Forgiving myself is so much harder than it sounds. It’s something I am working on, but haven’t been able to do. Yet.
Whenever someone else apologizes to me and asks for my forgiveness, I normally find it easy to forgive them.
Especially if they explain in their apology that they did not intend to hurt me.
Perhaps even adding that they did not know at the time that it would be hurtful. Of course, I will forgive them.
Then why can’t I give myself that same courtesy? Why can’t I forgive myself for past mistakes?
Why I’m unable to forgive myself
I made a lot of bad decisions in the past. Young and dumb is not really an adequate reason.
My decisions caused a lot of pain for other people. Especially my children. The very people I believed I’d never hurt. The three people I believe I’d easily give my life for.
Yet I made decisions that directly hurt them. I could not see how deeply I was hurting them at the time. Still not an excuse.
Although my decisions may have seemed selfish, I did not feel as if I was being selfish when I made those choices.
However, the initial decision to divorce their dad is not the most difficult thing for me to forgive myself for… no, it’s the choices after that.
Innocent lies to protect my children
Is it ever ok to lie to your children? We tell innocent little white lies to them consistently in their early childhood.
We falsely lead our young innocent children to believe in Santa Claus, the Easter Bunny, and the tooth fairy. We don’t give those little lies a second thought.
Knowing our children will quickly grow up to understand we lied about those imaginary characters, we still play along with traditions.
So is it wrong to lie by omission or tell small lies to our children when we feel they are too young to understand the harsh truths of life?
Forgiving myself for the truth
When I divorced their dad it wasn’t plain and simple. I didn’t want a divorce, but I was so devastated and broken. He had cheated on me. I couldn’t mentally get past it.
However, after the divorce he didn’t just step out of my life, he didn’t stay involved with the kids. He didn’t come to see them or get them for visitations.
Their dad’s disappearance from their lives devastated the kids. They even felt it was their fault.
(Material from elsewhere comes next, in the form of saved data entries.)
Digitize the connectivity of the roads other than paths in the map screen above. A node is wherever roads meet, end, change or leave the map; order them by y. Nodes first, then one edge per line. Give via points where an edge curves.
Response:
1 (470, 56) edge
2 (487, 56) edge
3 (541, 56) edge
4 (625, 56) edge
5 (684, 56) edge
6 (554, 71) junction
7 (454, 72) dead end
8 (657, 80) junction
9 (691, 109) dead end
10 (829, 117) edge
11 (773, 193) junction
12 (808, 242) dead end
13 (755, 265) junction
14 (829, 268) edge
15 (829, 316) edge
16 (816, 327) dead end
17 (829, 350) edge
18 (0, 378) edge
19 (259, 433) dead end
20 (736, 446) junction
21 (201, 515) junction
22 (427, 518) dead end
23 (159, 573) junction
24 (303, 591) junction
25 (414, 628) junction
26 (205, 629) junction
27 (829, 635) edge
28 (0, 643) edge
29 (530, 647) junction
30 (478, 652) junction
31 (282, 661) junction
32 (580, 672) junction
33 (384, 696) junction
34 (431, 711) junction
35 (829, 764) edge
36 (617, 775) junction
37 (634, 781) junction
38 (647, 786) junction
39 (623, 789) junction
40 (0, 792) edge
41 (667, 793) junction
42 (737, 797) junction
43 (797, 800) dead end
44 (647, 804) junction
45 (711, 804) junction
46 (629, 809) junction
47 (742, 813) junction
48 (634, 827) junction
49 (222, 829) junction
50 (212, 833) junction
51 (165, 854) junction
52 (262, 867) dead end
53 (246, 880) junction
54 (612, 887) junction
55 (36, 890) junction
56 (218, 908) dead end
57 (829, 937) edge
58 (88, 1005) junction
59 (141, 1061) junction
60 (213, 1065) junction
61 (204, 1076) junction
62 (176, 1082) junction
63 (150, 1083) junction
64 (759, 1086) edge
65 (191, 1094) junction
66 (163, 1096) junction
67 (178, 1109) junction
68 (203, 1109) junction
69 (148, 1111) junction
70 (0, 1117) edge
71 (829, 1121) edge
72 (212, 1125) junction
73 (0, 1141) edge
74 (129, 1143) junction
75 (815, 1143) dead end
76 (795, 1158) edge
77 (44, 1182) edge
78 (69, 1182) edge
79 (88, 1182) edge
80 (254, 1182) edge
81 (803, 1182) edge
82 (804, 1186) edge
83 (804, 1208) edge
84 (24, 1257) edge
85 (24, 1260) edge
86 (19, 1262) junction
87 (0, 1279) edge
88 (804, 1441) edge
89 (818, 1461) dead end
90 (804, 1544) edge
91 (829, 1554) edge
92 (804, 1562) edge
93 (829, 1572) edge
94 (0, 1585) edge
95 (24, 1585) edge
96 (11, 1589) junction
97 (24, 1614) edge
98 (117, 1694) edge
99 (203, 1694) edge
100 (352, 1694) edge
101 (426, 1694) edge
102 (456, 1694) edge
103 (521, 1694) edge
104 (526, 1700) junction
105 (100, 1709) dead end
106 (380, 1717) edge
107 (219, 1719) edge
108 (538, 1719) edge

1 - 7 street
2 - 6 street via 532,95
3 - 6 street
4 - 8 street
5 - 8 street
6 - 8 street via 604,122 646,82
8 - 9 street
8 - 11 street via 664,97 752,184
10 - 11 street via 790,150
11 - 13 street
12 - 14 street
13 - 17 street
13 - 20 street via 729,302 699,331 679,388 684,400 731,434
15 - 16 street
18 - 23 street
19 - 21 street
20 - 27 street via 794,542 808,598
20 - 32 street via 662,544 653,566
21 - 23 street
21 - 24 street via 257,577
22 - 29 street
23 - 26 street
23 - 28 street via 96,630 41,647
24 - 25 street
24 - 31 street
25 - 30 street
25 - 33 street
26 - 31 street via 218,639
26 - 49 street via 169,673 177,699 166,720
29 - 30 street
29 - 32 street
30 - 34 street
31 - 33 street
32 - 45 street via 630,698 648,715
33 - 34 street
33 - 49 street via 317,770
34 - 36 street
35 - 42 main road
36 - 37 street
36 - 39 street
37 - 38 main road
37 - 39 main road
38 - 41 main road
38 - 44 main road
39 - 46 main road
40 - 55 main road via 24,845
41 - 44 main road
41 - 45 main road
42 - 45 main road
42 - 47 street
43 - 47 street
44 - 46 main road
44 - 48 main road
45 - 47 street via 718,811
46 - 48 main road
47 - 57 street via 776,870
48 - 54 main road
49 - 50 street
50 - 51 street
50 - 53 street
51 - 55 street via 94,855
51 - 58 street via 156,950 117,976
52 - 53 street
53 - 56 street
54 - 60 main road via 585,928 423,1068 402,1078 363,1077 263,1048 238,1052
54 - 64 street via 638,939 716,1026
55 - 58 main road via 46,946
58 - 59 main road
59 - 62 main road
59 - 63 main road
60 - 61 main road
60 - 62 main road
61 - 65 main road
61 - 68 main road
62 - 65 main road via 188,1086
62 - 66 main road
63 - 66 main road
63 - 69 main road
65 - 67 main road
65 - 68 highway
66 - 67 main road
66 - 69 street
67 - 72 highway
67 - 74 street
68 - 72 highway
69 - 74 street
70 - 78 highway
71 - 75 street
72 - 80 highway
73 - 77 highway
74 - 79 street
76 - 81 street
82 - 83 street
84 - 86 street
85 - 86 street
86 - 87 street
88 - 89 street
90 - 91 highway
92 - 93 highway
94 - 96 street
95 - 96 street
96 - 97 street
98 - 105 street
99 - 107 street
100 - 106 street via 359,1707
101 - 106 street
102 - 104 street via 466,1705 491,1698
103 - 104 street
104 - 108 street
That just would not do! I could not have my children feeling that way. The small lies began. I defended that man in every way I possibly could. I built him up to be a much better man than he was.
I continually assured my children that he loved them as much as always. I told them he wanted to come and see them, and he would as soon as he possibly could.
In my own words, out of my own mouth, I professed to those kids how the divorce was all MY fault. That their dad didn’t want the divorce and I had hurt him so badly he just couldn’t come around me yet.
Pouring salt in the wound
Those lies continued, the kids grew older and eventually, their dad wanted back into their lives.
He returned with a new wife and daughter. The wife was the very woman he had originally cheated on me with.
My children started going to visit their dad and new step-mom. I suppose I should be glad they have their dad back in their lives.
But even now as my kids are grown and have known their step-mom for 18 years or more, it’s like pure acid over an open wound for me. Especially when they talk about what a wonderful “mom” she is to them.
I was weak
Mostly I wish I could forgive myself for being weak. If I had been stronger, or perhaps not have loved him so deeply, then his first betrayal would not have destroyed me so completely.
Too many “ifs” to look back at now. But my weakness at that point is my true regret.
Had I not been so weak I could have fought for my family, for my kids, and my marriage.
Oh sure, if I hadn’t divorced him I may never have forced him to be faithful to me. However, if I hadn’t divorced him or set him free then at least my kids would have not had a broken home. Daddy would have still been coming home to them at night.
That’s why I have trouble forgiving myself. Not for what I lost, or what I may have done to their dad, but for all the hurt my children suffered because of their own parents.
Yet the blame actually belongs as much if not more on their dad and I’m the one that feels the guilt. He certainly doesn’t. He refuses to even apologize to his children for anything.
I honestly wonder what it’s like to live with a guilt-free conscience.